The Canadian housing market has been HOT the past few years. Prices are at an all time high and bidding wars are more common than ever! What could explain this competitive housing market? According to the 2021 Census, Canada’s population grew by 5.2% (1.84 million people) since 2016. Over 92.24% of this population growth originated from Census Metropolitan Areas, contributing to a surge in house prices in these cities. Nevertheless, the increase in population is only one of the many drivers that led to the current housing market situation. Throughout our upcoming blog posts, we will explore the influence of housing demand, housing supply, consumer behaviour, and socioeconomics on the housing market.
We start off our examination of the housing market in this blog post with housing demand and the impact of the following factors:
- Net Population Increase
- Household Size Decreases
- Large Portion of Unoccupied Dwellings
- Growing Number of Homeowners
- International Students
- Non-Resident Buyers
Net Population Increase
Since 2016, 1.45 million of the 1.84 million newcomers in Canada are recent immigrants. You know that saying, birds of a feather flock together? Well, this is true for new immigrants. They settle in the largest cities, near their cultural communities, for convenience, opportunities, language, and many other purposes. As a result, Canada’s largest cities, namely Toronto, Montreal and Vancouver, experienced a significant increase in net population.
To accommodate this population growth, Canada requires approximately 727,035 additional dwelling units!
Household Size Decreases
The average size of Canadian households has declined for decades! From 2016 to 2021, the average household size in Canada decreased by 1.14%. Accompanying this is a steady increase of 1-person households, leading to a greater demand for housing. The growth in 1-person households could be attributed to various factors including young adults moving out of their parents’ home, delay of marriages, and increase of divorces/separations.
Furthermore, there are more families without children due to couples delaying having children, common law and same sex marriages, as well as empty nesters. As a result of smaller household sizes, 161,715 new dwelling units were created across Canada!
Large Portion of Unoccupied Dwellings
According to Statistics Canada, an unoccupied dwelling refers to a place of residence containing heat and shelter, but in which nobody lives on census day. This is common in cottage countries with seasonal residences such as cottages, cabins, and chalets. However, large cities may also contain unoccupied dwellings. For example, people may have their primary residence in the suburbs, but live in second homes close to their workplace during weekdays.
In the last decade, the number of unoccupied dwellings has grown steadily in major cities across Canada. From 2016 to 2021, there were significant increases in Toronto, Calgary, Edmonton, and Quebec City. The escalation in unoccupied dwellings in major cities is a significant contributor to the rising housing prices, as the empty dwellings could house home buyers. On the contrary, a sharp decrease of unoccupied dwellings may imply tightness of the housing market. Stay tuned for our future blog posts on the housing market for more details on this topic!

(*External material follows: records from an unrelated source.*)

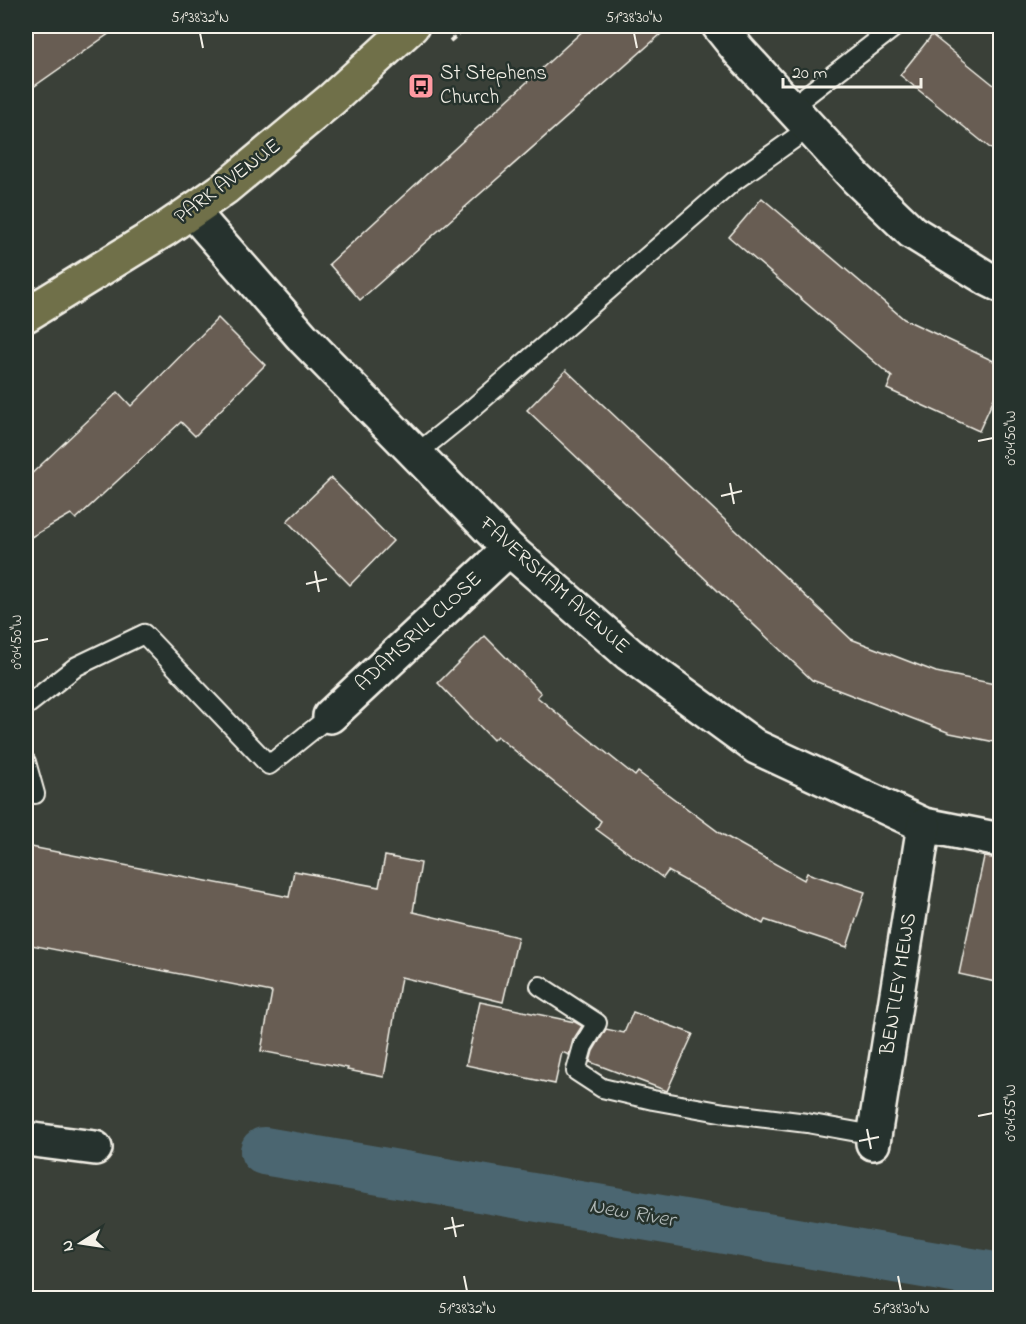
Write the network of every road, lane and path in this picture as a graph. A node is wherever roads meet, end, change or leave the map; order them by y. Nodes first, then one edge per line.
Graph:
1 (412, 26) edge
2 (719, 26) edge
3 (896, 26) edge
4 (800, 118) junction
5 (192, 212) junction
6 (1000, 285) edge
7 (26, 313) edge
8 (416, 454) junction
9 (509, 549) junction
10 (26, 706) edge
11 (330, 716) joint
12 (26, 762) edge
13 (35, 794) dead end
14 (924, 825) junction
15 (1000, 840) edge
16 (540, 986) dead end
17 (26, 1139) edge
18 (874, 1139) joint
19 (95, 1148) dead end

1 - 5 main road, PARK AVENUE
2 - 4 street
3 - 4 lane
4 - 6 street
4 - 8 lane
5 - 7 main road, PARK AVENUE
5 - 8 street, FAVERSHAM AVENUE
8 - 9 street, FAVERSHAM AVENUE
9 - 11 street, ADAMSRILL CLOSE
9 - 14 street, FAVERSHAM AVENUE
10 - 11 lane
12 - 13 lane
14 - 15 street, FAVERSHAM AVENUE
14 - 18 street, BENTLEY MEWS
16 - 18 lane
17 - 19 street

Growing Number of Home Ownership
Home ownership has climbed steadily during the last couple of decades. The ownership rate in Canada increased to 68.55% in 2018 from 66.3% in 2017! The growth in ownership is also a factor causing an increase in housing demand.
Likewise, the number of international students in Canada has grown consistently since 2000. Both federal and provincial governments increased efforts to attract international students as potential candidates for permanent immigration and the Canadian labour force. A large portion of international students settle in Canada and become home buyers. With the rapid increase of home and rent prices, many international students choose to buy homes instead of renting during their studies. This is supported by their parents, culture, and the improved economic situation in their home countries.
Where are most international students studying?
- Over 47.72% of international students chose to study in Ontario
- 22.02% of international students study in British Columbia
- 14.83% of international students go to Quebec
Coincidentally, cities with major universities that attract international students experienced significant increases in home prices in the past years.
You may have heard talk recently from the Canadian government about wanting to limit non-resident home buyers. This is because they also contribute to the demand problem. Where are non-resident homeowners buying? Vancouver CMA has the most non-resident homeowners (4.3%), followed by Toronto with 2.6% non-resident homeowners.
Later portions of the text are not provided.